• [Try it]
Start with the first line of the data and end with the line that holds "function fillPath(path, color)"; write out each one exactly.

Stored items
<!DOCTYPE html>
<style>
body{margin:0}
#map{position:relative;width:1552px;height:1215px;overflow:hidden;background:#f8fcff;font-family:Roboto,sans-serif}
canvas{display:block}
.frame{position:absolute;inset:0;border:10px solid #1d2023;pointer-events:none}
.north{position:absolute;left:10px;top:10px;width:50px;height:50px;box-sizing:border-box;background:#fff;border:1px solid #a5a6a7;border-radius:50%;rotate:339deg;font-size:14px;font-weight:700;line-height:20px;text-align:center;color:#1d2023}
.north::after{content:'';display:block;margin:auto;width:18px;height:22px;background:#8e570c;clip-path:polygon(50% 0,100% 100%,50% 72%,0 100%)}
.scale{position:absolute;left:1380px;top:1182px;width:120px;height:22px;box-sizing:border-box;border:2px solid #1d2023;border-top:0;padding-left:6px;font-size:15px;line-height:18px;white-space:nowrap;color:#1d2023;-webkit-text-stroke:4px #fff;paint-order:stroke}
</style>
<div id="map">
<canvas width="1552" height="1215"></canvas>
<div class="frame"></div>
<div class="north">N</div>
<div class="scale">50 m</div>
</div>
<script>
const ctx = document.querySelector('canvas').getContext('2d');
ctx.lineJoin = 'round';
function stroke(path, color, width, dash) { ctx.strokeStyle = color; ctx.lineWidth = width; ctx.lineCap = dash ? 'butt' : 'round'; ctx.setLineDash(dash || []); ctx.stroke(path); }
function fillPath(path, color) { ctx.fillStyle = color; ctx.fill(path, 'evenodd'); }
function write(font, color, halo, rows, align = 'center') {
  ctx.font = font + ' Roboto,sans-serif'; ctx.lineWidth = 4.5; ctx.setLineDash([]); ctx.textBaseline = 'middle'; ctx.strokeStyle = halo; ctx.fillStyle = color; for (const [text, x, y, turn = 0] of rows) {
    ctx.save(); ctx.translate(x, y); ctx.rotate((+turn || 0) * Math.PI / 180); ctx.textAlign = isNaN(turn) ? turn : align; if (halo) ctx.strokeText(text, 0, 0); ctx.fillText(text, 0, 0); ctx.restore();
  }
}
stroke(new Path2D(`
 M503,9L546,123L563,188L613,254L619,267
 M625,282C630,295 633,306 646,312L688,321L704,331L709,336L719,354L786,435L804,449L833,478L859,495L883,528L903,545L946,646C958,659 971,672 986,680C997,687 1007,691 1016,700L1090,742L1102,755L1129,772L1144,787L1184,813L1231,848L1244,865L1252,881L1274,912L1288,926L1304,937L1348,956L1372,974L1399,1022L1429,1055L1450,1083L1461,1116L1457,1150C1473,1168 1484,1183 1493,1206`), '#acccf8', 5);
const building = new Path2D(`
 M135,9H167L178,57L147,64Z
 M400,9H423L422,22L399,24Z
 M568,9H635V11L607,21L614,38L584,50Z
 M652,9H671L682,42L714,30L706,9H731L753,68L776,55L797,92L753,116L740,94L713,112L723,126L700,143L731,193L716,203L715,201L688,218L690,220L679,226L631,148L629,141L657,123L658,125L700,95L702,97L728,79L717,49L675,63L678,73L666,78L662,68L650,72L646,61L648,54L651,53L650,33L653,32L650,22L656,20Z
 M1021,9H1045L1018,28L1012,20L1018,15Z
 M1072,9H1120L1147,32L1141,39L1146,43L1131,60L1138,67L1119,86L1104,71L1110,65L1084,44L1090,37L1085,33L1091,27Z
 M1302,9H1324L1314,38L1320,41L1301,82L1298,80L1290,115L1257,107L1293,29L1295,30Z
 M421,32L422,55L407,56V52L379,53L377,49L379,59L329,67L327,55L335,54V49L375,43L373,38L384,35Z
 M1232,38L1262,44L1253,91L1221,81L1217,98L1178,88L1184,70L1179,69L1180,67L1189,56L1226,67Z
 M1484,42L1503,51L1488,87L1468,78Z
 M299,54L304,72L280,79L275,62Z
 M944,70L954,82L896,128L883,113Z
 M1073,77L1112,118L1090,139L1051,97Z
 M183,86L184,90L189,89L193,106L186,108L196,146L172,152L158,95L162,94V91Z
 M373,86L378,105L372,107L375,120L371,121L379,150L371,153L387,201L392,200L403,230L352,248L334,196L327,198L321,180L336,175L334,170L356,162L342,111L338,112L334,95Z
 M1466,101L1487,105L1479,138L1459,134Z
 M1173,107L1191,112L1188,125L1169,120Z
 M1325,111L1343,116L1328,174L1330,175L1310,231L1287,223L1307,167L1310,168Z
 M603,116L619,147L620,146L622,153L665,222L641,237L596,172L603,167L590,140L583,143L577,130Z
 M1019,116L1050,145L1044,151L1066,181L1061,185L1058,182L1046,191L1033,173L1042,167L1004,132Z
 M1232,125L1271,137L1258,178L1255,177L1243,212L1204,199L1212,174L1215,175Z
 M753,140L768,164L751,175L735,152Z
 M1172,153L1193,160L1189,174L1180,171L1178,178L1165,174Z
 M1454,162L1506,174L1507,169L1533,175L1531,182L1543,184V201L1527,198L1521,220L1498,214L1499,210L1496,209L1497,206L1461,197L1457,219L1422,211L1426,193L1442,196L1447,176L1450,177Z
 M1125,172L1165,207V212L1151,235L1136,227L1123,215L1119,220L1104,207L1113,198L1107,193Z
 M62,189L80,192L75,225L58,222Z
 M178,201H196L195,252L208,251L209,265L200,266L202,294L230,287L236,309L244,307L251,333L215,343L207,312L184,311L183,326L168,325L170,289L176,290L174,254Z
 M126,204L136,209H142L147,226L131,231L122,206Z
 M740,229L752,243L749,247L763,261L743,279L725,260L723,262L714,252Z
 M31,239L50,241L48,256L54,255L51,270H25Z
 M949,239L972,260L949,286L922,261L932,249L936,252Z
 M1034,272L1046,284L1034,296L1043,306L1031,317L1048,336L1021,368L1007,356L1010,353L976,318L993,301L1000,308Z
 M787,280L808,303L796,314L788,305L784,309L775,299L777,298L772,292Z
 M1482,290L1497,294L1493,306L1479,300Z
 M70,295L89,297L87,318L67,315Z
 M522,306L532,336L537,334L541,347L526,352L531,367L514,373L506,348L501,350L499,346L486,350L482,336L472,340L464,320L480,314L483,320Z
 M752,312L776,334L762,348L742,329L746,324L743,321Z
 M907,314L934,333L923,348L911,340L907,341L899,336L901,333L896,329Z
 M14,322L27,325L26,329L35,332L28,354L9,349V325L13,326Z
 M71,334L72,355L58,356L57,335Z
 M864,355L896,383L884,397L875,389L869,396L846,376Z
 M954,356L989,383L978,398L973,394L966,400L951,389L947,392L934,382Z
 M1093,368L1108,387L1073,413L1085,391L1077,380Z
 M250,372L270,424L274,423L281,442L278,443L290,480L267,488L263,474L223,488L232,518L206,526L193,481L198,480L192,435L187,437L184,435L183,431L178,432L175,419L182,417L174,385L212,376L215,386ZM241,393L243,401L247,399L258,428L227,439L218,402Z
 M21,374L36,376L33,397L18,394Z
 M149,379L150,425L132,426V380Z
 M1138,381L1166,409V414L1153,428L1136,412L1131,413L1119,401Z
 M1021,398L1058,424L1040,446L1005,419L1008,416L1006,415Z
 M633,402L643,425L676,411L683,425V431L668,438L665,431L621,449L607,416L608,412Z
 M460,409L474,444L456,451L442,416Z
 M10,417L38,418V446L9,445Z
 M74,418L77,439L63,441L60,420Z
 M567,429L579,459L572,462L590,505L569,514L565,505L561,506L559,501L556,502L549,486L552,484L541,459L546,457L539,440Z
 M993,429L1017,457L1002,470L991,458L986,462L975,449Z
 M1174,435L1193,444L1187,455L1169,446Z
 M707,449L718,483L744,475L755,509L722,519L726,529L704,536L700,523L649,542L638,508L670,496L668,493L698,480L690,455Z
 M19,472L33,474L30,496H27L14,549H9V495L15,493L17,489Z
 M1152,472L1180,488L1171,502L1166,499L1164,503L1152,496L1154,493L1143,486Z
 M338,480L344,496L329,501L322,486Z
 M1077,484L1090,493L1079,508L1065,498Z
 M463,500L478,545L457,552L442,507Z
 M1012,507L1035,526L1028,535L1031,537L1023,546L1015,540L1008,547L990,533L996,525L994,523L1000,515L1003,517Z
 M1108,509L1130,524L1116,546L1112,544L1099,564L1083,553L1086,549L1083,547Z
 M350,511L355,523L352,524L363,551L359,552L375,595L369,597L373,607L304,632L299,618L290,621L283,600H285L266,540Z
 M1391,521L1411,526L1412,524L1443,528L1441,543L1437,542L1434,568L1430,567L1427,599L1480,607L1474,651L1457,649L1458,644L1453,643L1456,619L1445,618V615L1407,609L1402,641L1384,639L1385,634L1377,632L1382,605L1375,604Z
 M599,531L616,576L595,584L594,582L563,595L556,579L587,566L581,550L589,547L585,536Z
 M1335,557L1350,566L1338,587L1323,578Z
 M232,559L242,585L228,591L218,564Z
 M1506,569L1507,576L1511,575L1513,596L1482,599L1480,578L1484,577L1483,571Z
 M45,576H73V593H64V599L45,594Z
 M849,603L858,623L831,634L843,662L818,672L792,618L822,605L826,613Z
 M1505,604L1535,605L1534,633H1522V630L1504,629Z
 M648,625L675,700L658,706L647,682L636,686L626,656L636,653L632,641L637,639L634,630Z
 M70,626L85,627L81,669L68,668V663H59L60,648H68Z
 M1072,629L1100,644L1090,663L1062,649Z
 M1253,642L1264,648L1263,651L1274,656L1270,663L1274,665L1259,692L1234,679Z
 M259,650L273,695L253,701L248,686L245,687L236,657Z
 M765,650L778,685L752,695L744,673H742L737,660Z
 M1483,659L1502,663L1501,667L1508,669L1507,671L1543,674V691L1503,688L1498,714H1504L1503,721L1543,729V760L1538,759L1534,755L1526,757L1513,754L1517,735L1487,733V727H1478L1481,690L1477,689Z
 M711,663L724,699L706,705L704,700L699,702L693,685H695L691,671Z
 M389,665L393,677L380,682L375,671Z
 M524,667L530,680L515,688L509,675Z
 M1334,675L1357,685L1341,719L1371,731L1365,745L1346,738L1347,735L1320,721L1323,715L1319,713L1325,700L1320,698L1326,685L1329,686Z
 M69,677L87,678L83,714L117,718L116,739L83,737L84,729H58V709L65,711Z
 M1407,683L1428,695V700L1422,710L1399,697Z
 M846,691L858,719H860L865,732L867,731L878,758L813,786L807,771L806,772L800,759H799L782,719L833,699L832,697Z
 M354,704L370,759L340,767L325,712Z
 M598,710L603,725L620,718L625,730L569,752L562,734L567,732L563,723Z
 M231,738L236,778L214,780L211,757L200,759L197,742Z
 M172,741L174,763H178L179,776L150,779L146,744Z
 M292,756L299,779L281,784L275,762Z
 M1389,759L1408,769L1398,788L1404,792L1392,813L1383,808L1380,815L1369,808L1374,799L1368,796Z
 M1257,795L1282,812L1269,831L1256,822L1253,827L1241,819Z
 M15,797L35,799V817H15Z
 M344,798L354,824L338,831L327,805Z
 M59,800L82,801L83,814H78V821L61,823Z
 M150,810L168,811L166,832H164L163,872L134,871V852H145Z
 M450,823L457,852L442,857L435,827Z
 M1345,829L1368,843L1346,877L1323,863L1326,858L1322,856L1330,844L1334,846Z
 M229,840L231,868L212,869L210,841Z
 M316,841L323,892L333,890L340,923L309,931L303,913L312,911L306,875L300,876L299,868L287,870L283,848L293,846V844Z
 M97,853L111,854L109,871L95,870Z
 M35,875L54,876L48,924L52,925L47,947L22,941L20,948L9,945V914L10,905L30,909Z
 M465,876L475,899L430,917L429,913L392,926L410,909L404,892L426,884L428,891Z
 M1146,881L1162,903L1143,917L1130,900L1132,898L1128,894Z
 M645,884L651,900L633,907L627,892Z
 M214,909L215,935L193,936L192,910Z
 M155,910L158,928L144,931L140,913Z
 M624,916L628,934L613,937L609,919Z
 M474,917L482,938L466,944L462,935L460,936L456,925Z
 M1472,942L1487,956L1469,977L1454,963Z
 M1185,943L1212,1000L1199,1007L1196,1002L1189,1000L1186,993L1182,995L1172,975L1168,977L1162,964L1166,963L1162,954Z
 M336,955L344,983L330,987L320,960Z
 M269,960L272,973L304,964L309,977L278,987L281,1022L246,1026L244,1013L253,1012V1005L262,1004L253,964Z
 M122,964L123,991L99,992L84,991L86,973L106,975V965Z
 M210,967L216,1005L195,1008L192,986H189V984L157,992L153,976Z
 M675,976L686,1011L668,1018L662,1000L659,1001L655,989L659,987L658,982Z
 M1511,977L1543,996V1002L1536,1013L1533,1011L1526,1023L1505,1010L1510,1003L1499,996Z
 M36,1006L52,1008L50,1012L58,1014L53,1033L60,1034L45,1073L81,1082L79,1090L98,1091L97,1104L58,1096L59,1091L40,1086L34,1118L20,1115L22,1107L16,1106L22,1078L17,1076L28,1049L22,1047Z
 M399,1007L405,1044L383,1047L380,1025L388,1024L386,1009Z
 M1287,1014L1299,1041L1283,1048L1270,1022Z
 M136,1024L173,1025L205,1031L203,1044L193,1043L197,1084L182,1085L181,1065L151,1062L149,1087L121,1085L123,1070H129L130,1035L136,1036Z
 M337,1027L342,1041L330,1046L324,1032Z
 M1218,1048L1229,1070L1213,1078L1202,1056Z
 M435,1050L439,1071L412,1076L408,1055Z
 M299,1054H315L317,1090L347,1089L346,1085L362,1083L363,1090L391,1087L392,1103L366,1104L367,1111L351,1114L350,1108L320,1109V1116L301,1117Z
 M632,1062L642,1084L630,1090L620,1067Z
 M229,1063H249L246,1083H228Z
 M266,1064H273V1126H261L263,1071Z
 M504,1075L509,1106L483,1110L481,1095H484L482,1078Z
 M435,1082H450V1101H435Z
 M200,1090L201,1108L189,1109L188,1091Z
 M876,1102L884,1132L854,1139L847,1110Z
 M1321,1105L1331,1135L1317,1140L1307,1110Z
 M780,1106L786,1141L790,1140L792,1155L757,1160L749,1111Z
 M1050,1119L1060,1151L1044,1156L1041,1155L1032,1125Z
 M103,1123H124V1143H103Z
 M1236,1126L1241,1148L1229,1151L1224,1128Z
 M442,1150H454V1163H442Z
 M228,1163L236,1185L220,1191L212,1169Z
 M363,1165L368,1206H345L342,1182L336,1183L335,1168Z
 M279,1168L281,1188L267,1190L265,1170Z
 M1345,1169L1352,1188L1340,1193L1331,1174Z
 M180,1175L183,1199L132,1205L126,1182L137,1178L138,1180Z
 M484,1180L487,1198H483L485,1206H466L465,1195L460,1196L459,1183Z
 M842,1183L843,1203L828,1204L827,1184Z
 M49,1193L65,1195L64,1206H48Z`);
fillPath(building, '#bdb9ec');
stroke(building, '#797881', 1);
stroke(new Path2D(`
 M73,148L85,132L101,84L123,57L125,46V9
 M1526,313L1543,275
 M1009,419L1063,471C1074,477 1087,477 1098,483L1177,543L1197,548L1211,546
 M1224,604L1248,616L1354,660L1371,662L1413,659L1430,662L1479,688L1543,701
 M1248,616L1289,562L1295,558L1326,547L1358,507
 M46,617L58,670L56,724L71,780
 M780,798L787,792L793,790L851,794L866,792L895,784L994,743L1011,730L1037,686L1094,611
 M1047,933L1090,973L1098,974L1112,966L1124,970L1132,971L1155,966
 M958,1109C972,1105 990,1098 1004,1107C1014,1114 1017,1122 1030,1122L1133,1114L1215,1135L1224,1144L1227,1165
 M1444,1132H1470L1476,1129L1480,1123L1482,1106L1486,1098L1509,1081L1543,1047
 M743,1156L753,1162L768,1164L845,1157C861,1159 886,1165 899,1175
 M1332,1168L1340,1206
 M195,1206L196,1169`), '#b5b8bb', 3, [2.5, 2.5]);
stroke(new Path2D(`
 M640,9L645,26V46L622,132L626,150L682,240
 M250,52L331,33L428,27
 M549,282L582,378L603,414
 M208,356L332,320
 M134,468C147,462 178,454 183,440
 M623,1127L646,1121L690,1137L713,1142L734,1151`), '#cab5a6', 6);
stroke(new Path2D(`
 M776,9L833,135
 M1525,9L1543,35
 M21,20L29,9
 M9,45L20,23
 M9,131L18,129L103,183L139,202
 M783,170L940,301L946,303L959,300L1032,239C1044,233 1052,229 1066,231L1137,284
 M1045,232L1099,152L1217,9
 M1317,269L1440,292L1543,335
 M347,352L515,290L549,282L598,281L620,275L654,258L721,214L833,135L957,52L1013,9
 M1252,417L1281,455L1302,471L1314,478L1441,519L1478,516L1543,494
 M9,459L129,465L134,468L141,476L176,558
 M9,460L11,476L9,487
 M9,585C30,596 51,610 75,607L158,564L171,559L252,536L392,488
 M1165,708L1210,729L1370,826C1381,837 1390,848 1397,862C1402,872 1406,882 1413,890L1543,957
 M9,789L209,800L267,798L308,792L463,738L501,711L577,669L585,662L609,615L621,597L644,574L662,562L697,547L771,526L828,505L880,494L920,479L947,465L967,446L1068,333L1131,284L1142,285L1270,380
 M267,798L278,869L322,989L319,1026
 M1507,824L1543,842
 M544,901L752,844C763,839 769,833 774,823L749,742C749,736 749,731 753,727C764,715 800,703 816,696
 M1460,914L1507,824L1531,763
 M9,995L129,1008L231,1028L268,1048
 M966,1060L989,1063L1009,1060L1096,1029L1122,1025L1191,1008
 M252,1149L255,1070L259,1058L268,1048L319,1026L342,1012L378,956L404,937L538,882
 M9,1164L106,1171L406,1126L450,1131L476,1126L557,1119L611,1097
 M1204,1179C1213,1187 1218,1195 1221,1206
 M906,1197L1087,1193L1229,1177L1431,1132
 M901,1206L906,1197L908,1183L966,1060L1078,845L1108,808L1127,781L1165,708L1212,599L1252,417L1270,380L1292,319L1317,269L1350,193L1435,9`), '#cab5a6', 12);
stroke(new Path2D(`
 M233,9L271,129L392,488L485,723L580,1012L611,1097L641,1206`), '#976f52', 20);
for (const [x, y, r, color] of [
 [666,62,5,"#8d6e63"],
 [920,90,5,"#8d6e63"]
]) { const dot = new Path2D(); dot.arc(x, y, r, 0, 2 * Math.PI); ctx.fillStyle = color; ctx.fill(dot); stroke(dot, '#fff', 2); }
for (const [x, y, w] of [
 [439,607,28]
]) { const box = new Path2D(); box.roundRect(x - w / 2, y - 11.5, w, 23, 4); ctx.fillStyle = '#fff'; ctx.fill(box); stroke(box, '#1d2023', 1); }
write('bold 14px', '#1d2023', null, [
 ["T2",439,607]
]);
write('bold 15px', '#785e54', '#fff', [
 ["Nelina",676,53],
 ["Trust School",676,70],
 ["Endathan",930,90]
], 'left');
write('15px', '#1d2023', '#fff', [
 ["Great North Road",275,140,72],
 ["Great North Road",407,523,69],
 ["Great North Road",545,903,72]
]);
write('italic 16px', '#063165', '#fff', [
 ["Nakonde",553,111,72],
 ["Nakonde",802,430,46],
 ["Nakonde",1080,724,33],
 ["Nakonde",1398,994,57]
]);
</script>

• [Response to this task]
<!DOCTYPE html>
<style>
body{margin:0}
#map{position:relative;width:1552px;height:1215px;overflow:hidden;background:#f8fcff;font-family:Roboto,sans-serif}
canvas{display:block}
.frame{position:absolute;inset:0;border:10px solid #1d2023;pointer-events:none}
.north{position:absolute;left:10px;top:10px;width:50px;height:50px;box-sizing:border-box;background:#fff;border:1px solid #a5a6a7;border-radius:50%;rotate:339deg;font-size:14px;font-weight:700;line-height:20px;text-align:center;color:#1d2023}
.north::after{content:'';display:block;margin:auto;width:18px;height:22px;background:#8e570c;clip-path:polygon(50% 0,100% 100%,50% 72%,0 100%)}
.scale{position:absolute;left:1380px;top:1182px;width:120px;height:22px;box-sizing:border-box;border:2px solid #1d2023;border-top:0;padding-left:6px;font-size:15px;line-height:18px;white-space:nowrap;color:#1d2023;-webkit-text-stroke:4px #fff;paint-order:stroke}
</style>
<div id="map">
<canvas width="1552" height="1215"></canvas>
<div class="frame"></div>
<div class="north">N</div>
<div class="scale">50 m</div>
</div>
<script>
const ctx = document.querySelector('canvas').getContext('2d');
ctx.lineJoin = 'round';
function stroke(path, color, width, dash) { ctx.strokeStyle = color; ctx.lineWidth = width; ctx.lineCap = dash ? 'butt' : 'round'; ctx.setLineDash(dash || []); ctx.stroke(path); }
function fillPath(path, color) { ctx.fillStyle = color; ctx.fill(path, 'evenodd'); }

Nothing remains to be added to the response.